Well, that's all over now. Get ready to know about all sorts of cheap drinks you didn't know about before. Bars can put those prices up on their websites, soap their windows with tales of cheap beer, and put out signboards advertising half-off Jell-O shots with whip cream and Pop-Rocks.

Why change it now? In part, social media. You all had been putting up bar prices on Instagram and Twitter—and a lot of the time, the customers got it wrong.

"Bars had no outlet for correcting the information," says Scott, because it was literally against the rules for a bar to post the correct price. "If this is on Instagram, customers come in with the screenshot."

The OLCC considered doing away with the rule in 2009, it should be noted, but back then opposition to the move was much stronger, spurred by fears customers lured in by cheap drinks would descend on bars for the express purpose of getting blitzed on the cheap, becoming a wild and uncontrollable menace on the streets the second the clock struck 7.

But Scott said prices have been posted on the internet for quite some time, and no such mayhem materialized, blunting opposition.

"When you talk to bar owners, people see happy hour as the wave of the future," Scott says. "Right now everybody has their happy hour at the same time, and if you want to stay competitive, you have to have a happy hour."

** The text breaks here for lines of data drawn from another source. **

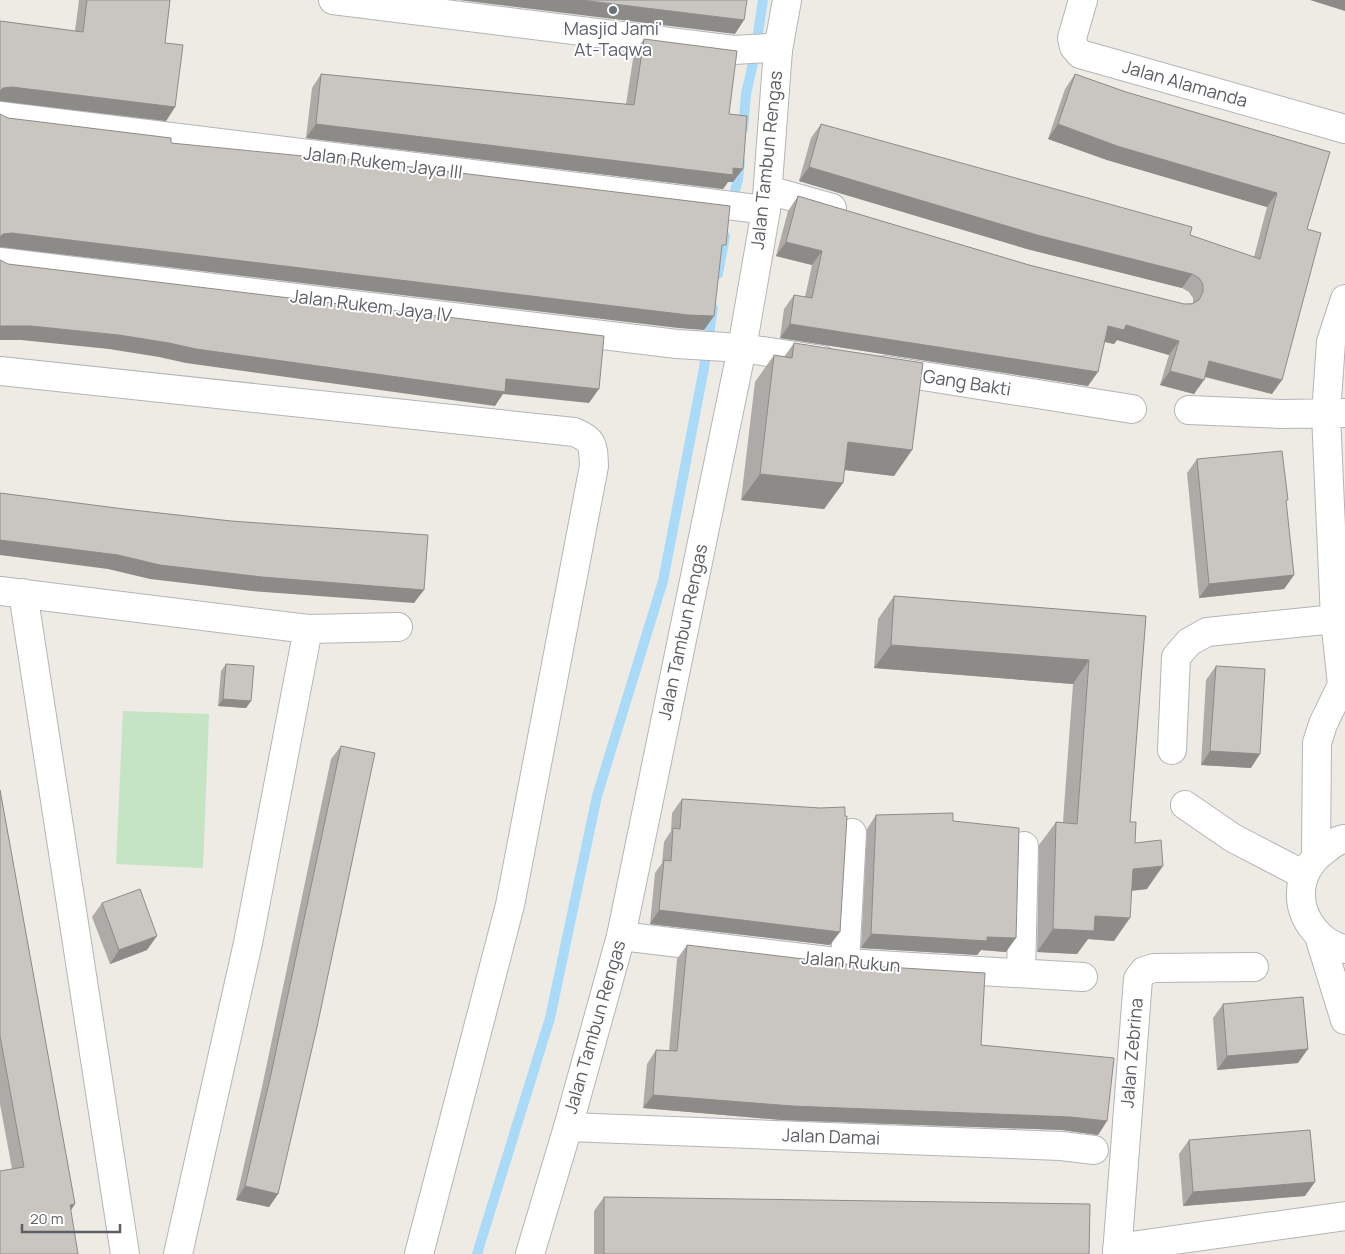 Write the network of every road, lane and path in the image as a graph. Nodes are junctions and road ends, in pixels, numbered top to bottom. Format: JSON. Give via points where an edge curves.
{"nodes":[{"id":1,"x":333,"y":0,"type":"edge"},
{"id":2,"x":787,"y":0,"type":"edge"},
{"id":3,"x":1084,"y":0,"type":"edge"},
{"id":4,"x":772,"y":49,"type":"junction"},
{"id":5,"x":0,"y":116,"type":"edge"},
{"id":6,"x":1345,"y":129,"type":"edge"},
{"id":7,"x":764,"y":203,"type":"junction"},
{"id":8,"x":857,"y":215,"type":"edge"},
{"id":9,"x":0,"y":262,"type":"edge"},
{"id":10,"x":1345,"y":299,"type":"edge"},
{"id":11,"x":736,"y":347,"type":"junction"},
{"id":12,"x":0,"y":371,"type":"edge"},
{"id":13,"x":1132,"y":409,"type":"dead end"},
{"id":14,"x":1189,"y":410,"type":"dead end"},
{"id":15,"x":1335,"y":414,"type":"edge"},
{"id":16,"x":11,"y":592,"type":"edge"},
{"id":17,"x":1340,"y":619,"type":"edge"},
{"id":18,"x":398,"y":627,"type":"dead end"},
{"id":19,"x":308,"y":629,"type":"junction"},
{"id":20,"x":1344,"y":687,"type":"edge"},
{"id":21,"x":1172,"y":750,"type":"dead end"},
{"id":22,"x":1185,"y":805,"type":"dead end"},
{"id":23,"x":852,"y":833,"type":"dead end"},
{"id":24,"x":1345,"y":839,"type":"edge"},
{"id":25,"x":1024,"y":846,"type":"dead end"},
{"id":26,"x":1310,"y":865,"type":"junction"},
{"id":27,"x":621,"y":936,"type":"junction"},
{"id":28,"x":1319,"y":936,"type":"junction"},
{"id":29,"x":1345,"y":949,"type":"edge"},
{"id":30,"x":845,"y":963,"type":"junction"},
{"id":31,"x":1254,"y":967,"type":"dead end"},
{"id":32,"x":1021,"y":973,"type":"junction"},
{"id":33,"x":1083,"y":977,"type":"dead end"},
{"id":34,"x":1345,"y":1020,"type":"edge"},
{"id":35,"x":568,"y":1127,"type":"junction"},
{"id":36,"x":1094,"y":1150,"type":"dead end"},
{"id":37,"x":1345,"y":1216,"type":"edge"},
{"id":38,"x":1117,"y":1251,"type":"edge"},
{"id":39,"x":125,"y":1254,"type":"edge"},
{"id":40,"x":178,"y":1254,"type":"edge"},
{"id":41,"x":419,"y":1254,"type":"edge"},
{"id":42,"x":530,"y":1254,"type":"edge"}],
"edges":[{"from":1,"to":4,"type":"street","via":[[734,50]]},
{"from":2,"to":4,"type":"street","name":"Jalan Tambun Rengas"},
{"from":3,"to":6,"type":"street","name":"Jalan Alamanda","via":[[1072,38],[1080,54]]},
{"from":4,"to":7,"type":"street","name":"Jalan Tambun Rengas"},
{"from":5,"to":7,"type":"street","name":"Jalan Rukem Jaya III","via":[[725,205]]},
{"from":7,"to":8,"type":"street","name":"Jalan Rukem Jaya III"},
{"from":7,"to":11,"type":"street","name":"Jalan Tambun Rengas"},
{"from":9,"to":11,"type":"street","name":"Jalan Rukem Jaya IV","via":[[677,344]]},
{"from":10,"to":15,"type":"street","via":[[1332,342]]},
{"from":11,"to":13,"type":"street","name":"Gang Bakti"},
{"from":11,"to":27,"type":"street","name":"Jalan Tambun Rengas"},
{"from":12,"to":41,"type":"street","via":[[574,432],[592,444],[594,466],[510,905]]},
{"from":14,"to":15,"type":"street"},
{"from":15,"to":17,"type":"street"},
{"from":16,"to":19,"type":"street"},
{"from":16,"to":39,"type":"street"},
{"from":17,"to":20,"type":"street"},
{"from":17,"to":21,"type":"street","via":[[1207,632],[1189,642],[1176,658]]},
{"from":18,"to":19,"type":"street"},
{"from":19,"to":40,"type":"street","via":[[248,943]]},
{"from":20,"to":26,"type":"street","via":[[1323,724],[1317,743]]},
{"from":22,"to":26,"type":"street","via":[[1234,838]]},
{"from":23,"to":30,"type":"street"},
{"from":24,"to":26,"type":"street","via":[[1338,840]]},
{"from":25,"to":32,"type":"street"},
{"from":26,"to":28,"type":"street","via":[[1301,897],[1306,918]]},
{"from":27,"to":30,"type":"street","name":"Jalan Rukun"},
{"from":27,"to":35,"type":"street","name":"Jalan Tambun Rengas"},
{"from":28,"to":29,"type":"street"},
{"from":28,"to":34,"type":"street"},
{"from":30,"to":32,"type":"street","name":"Jalan Rukun"},
{"from":31,"to":38,"type":"street","name":"Jalan Zebrina","via":[[1154,968],[1144,971],[1138,979]]},
{"from":32,"to":33,"type":"street","name":"Jalan Rukun"},
{"from":35,"to":36,"type":"street","name":"Jalan Damai","via":[[1061,1146]]},
{"from":35,"to":42,"type":"street","name":"Jalan Tambun Rengas"},
{"from":37,"to":38,"type":"street","name":"Jalan Zebrina"}]}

Practically, the rule was already inconsistently enforced. Usually, the OLCC would only stop a bar from advertising their happy hour if someone filed a complaint. In practice, this meant the national chains post their happy hours, but locals don't, says Scott.

“We’ve been enforcing this on a complaint based system, and no one’s been complaining about the national outlets. They complain about their little competitor across the street—a lot of these complaints come in anonymously, but that’s what I’m thinking it is.”

Anyway, the rule disappears July 1. So expect a whole hell of a lot of bars to suddenly be telling you their July 4 drink prices.